Культура | Юбилей
Искусство требует стен
Торжества в честь 260-летия Академии художеств стартовали месяц назад и будут продолжаться как минимум до 17 ноября. Именно в этот день в 1757 году граф Шувалов подписал у императрицы Елизаветы Петровны указ об основании Академии. Чем она стала для поколений ее выпускников и какие тени бродят по ее коридорам — в материале «Огонька»
Известное выражение «стены учат» для нас, выпускников Академии художеств в Ленинграде — Петербурге, вовсе не фигура речи. Всякий входящий в круглый парадный вестибюль академии будет сражен гармонией колонн и сводов, таинственным полумраком. Римскими цифрами на истертом полу, навеки запечатлевшими год основания храма искусств.
И конечно, с порога почувствует восхитительный, ни с чем не сравнимый запах масляных красок и разбавителей, холстов, картонов и карандашей. Зодчие француз Жан-Батист Валлен-Деламот и наш Александр Кокоринов сделали все, чтобы здание было невероятно роскошным, помпезным, чтобы оно формировало образ набережной. Им это удалось. Правда, когда строительство было окончено, Кокоринов свел счеты с жизнью, говорят о какой-то истории с кражей денег, выделенных для строительства. Так или иначе, первокурсников принято было, посвящая в студенты, приводить в одну из крохотных мастерских реставрационного отделения живописного факультета и показывать крюк на потолке — на нем и повесился несчастный архитектор.
Взгляд с крыши
Не поверить в это было невозможно. академия была и остается наполненной призраками художников. На графическом факультете студентам на традиционных вечерах являлся дух гравера Матэ, с небольшого балкончика обозревавший будущих акварелистов и офортистов .Это было убедительно, ведь рядом за стеной офортная, литографская, где те самые станки, на которых печатал Матэ. Литографский станок фирмы «Краузе», достойный любого музея,— странная огромная машина, на которой режут листы бумаги и для которой есть почтенное прозвище Гильотина. Интересно, когда в последний раз на ней резал бумагу Иван Билибин, вернувшийся в СССР из эмиграции и умерший в страшную блокадную зиму в одной из этих мастерских?

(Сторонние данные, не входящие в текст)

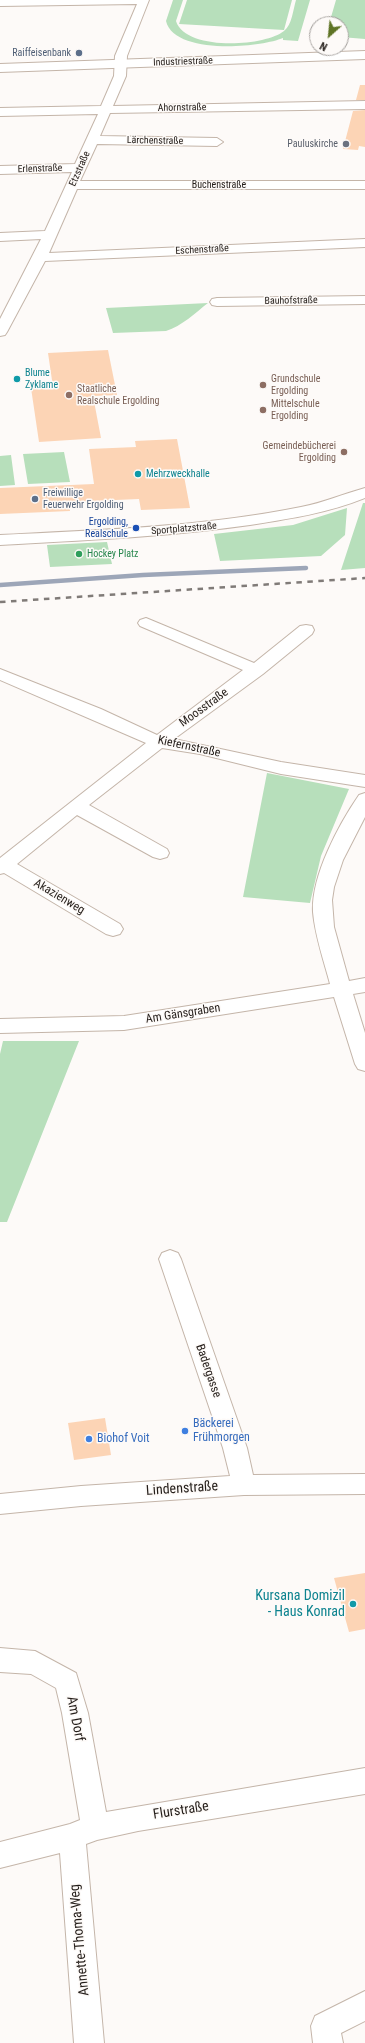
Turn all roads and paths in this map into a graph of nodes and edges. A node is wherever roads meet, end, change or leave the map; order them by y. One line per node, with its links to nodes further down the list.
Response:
1 (51, 1): 2 (street); 3 (street)
2 (144, 1): 5 (street, Etzstraße)
3 (0, 3)
4 (365, 55): 5 (street, Industriestraße)
5 (121, 65): 6 (street, Industriestraße); 8 (street, Etzstraße)
6 (0, 68)
7 (365, 105): 8 (street, Ahornstraße)
8 (106, 109): 9 (street, Ahornstraße); 10 (street, Etzstraße)
9 (0, 112)
10 (93, 140): 11 (street, Lärchenstraße); 12 (street, Etzstraße)
11 (217, 142)
12 (80, 168): 13 (street, Erlenstraße); 14 (street, Etzstraße)
13 (0, 170)
14 (73, 185): 15 (street, Buchenstraße); 16 (street, Etzstraße)
15 (365, 185)
16 (50, 235): 17 (street); 19 (street, Etzstraße)
17 (0, 237)
18 (365, 243): 19 (street, Eschenstraße)
19 (40, 257): 22 (street, Etzstraße)
20 (365, 300): 21 (street, Bauhofstraße)
21 (217, 302)
22 (6, 306): 23 (street, Etzstraße)
23 (0, 332)
24 (365, 493): 25 (street, Sportplatzstraße)
25 (0, 540)
26 (146, 623): 28 (street)
27 (306, 630): 28 (street, Moosstraße)
28 (257, 670): 30 (street, Moosstraße)
29 (0, 674): 30 (street, Kiefernstraße)
30 (159, 742): 31 (street, Kiefernstraße); 33 (street, Moosstraße)
31 (365, 781)
32 (365, 799): 38 (street)
33 (76, 806): 34 (street); 35 (street, Moosstraße)
34 (160, 853)
35 (2, 867): 36 (street, Akazienweg)
36 (113, 929)
37 (365, 985): 38 (street, Am Gänsgraben)
38 (340, 989): 39 (street, Am Gänsgraben); 40 (street)
39 (0, 1026)
40 (365, 1064)
41 (170, 1259): 43 (street, Badergasse)
42 (365, 1484): 43 (street, Lindenstraße)
43 (244, 1485): 44 (street, Lindenstraße)
44 (0, 1504)
45 (0, 1660): 47 (street, Am Dorf)
46 (365, 1781): 47 (street, Flurstraße)
47 (84, 1832): 48 (street, Flurstraße); 50 (street, Annette-Thoma-Weg)
48 (0, 1855)
49 (365, 2005): 51 (street)
50 (89, 2043)
51 (328, 2043)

По узким темным коридорам с парусными сводчатыми потолками ходили Иванов, Брюллов, Суриков, Врубель, Валентин Серов. Это они, а потом и мы истерли ногами каменные ступени лестниц на второй и третий этажи. Вот частокол мольбертов в мастерских — некоторые совсем старые, покрытые застывшими каплями еле различимых цветов. Наверняка среди них есть мольберты, за которыми работал Филонов и его ученики. А через Академический сад можно пройти на Литейный двор, он сохранил свое название, указывающее на род занятий обитателей. Это царство скульпторов. И греческий портик визави главного здания, до сих пор его зовут клодтовским корпусом. А последним из крупных мастеров, кто здесь преподавал, был Михаил Аникушин. Мы в годы учебы острили: «На этом горшке в туалете когдато сиживал сам Илья Ефимович Репин».

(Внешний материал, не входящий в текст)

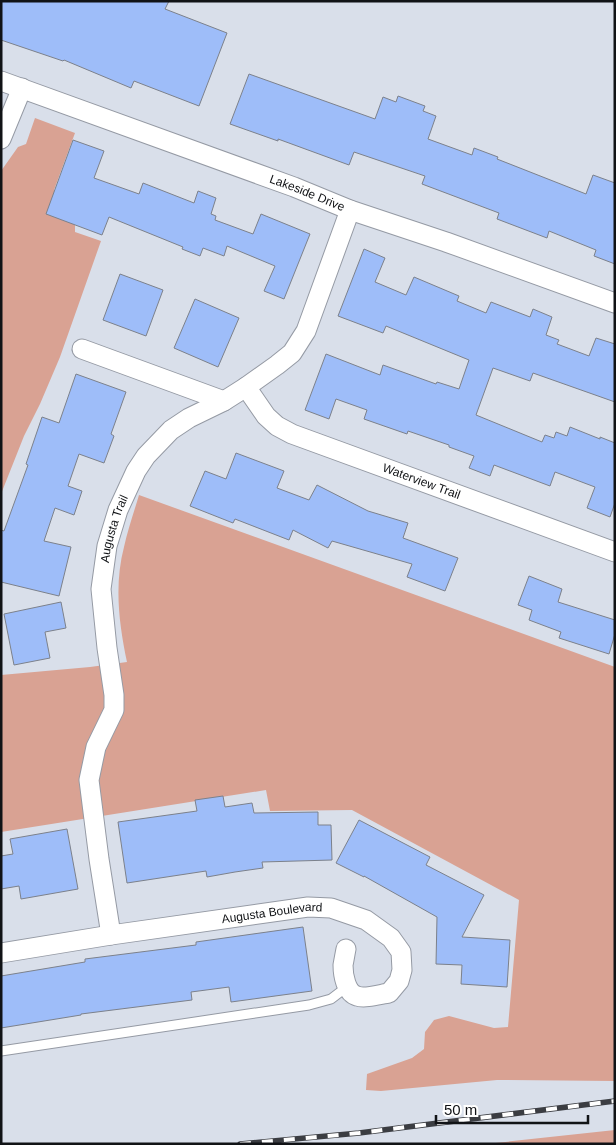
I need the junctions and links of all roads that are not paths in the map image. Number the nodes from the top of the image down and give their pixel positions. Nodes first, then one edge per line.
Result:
1 (1, 81) edge
2 (22, 88) junction
3 (1, 138) edge
4 (350, 210) junction
5 (615, 303) edge
6 (82, 349) dead end
7 (246, 387) junction
8 (224, 402) junction
9 (615, 552) edge
10 (111, 935) junction
11 (346, 949) dead end
12 (1, 953) edge
13 (348, 986) junction
14 (1, 1051) edge

1 - 2 street, Lakeside Drive
2 - 3 street
2 - 4 street, Lakeside Drive
4 - 5 street, Lakeside Drive
4 - 7 street, Augusta Trail
6 - 8 street
7 - 8 street, Augusta Trail
7 - 9 street, Waterview Trail
8 - 10 street, Augusta Trail
10 - 12 street, Augusta Boulevard
10 - 13 street, Augusta Boulevard
11 - 13 street
13 - 14 lane

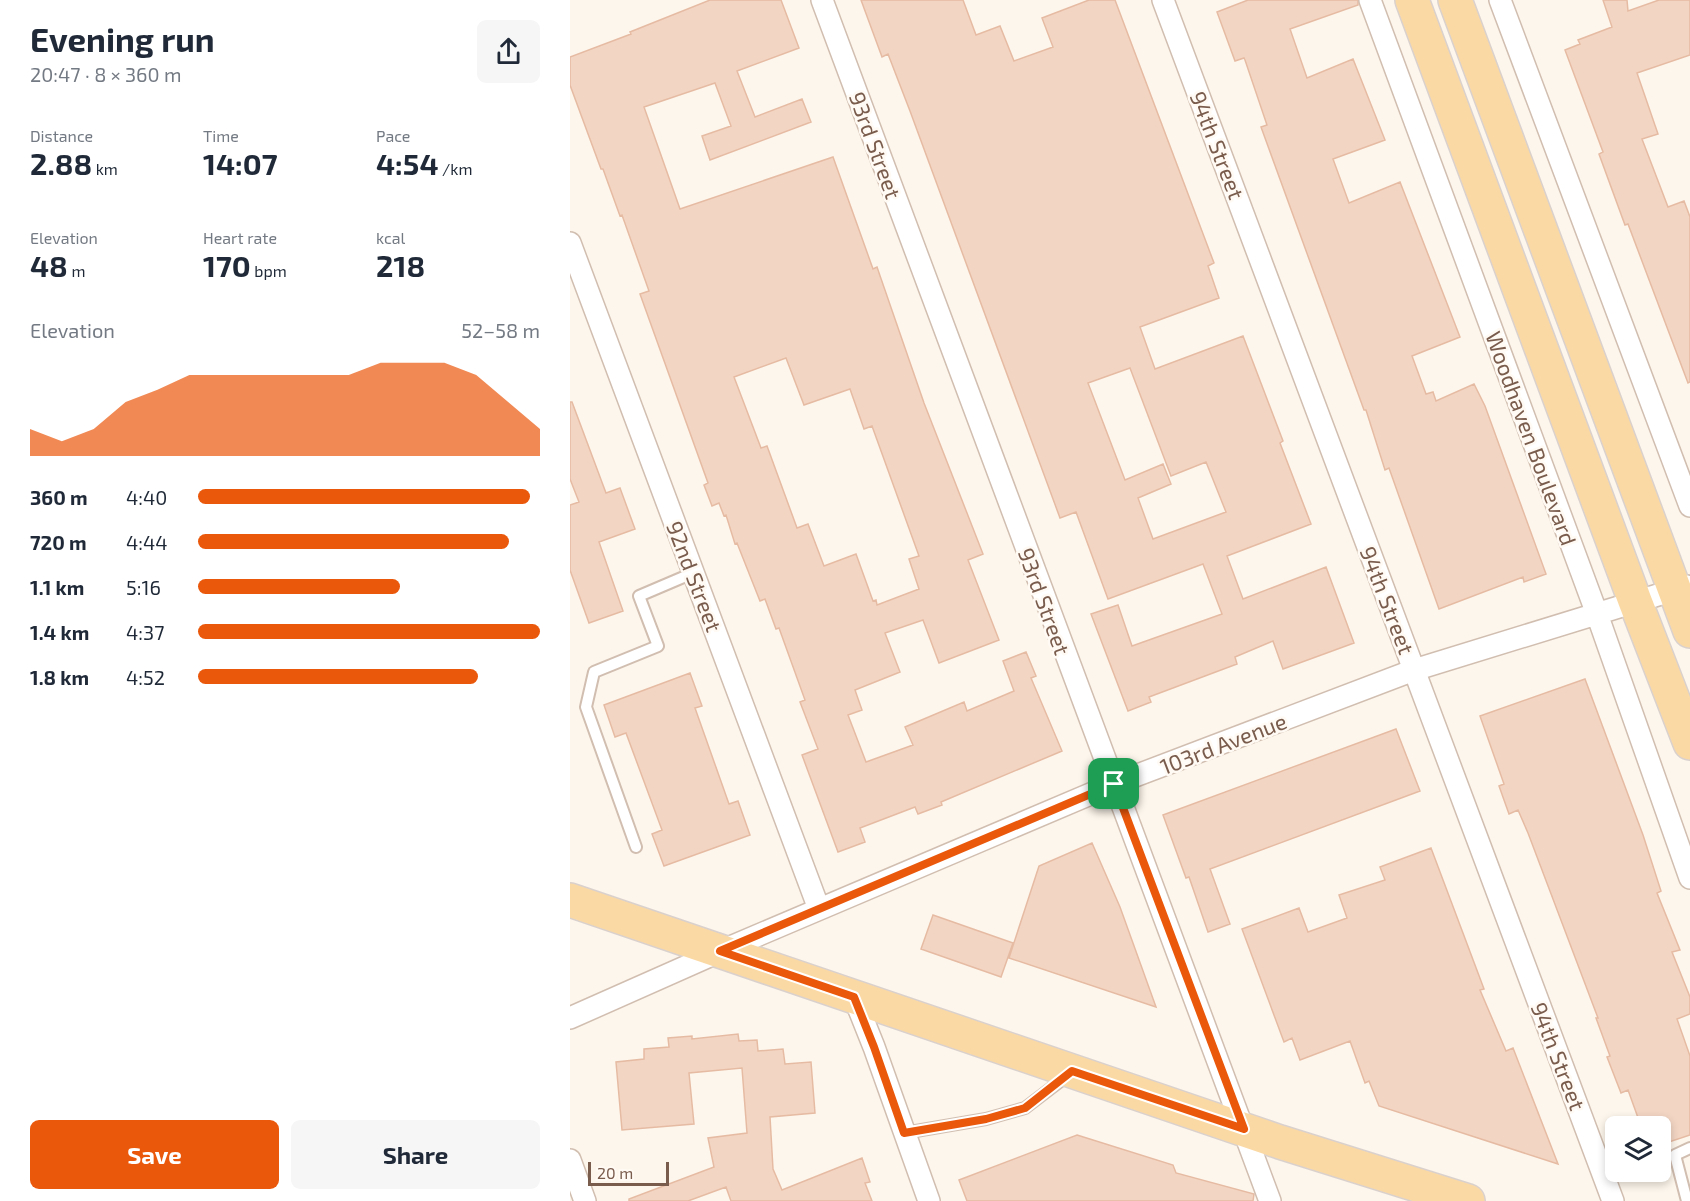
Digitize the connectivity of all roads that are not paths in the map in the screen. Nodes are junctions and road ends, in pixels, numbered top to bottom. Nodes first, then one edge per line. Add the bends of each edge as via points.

Императорская Академия художеств во всем соответствовала великой империи. С большими трудами можно достать ключи и вылезти на крышу нашего дома. Оттуда лучшие на свете виды на Неву, Адмиралтейство и маленького Медного всадника.
С крыши взгляд в четыре страшных темных двора-колодца, которые напоминают о блокаде, об умерших здесь, о попавшей в здание бомбе.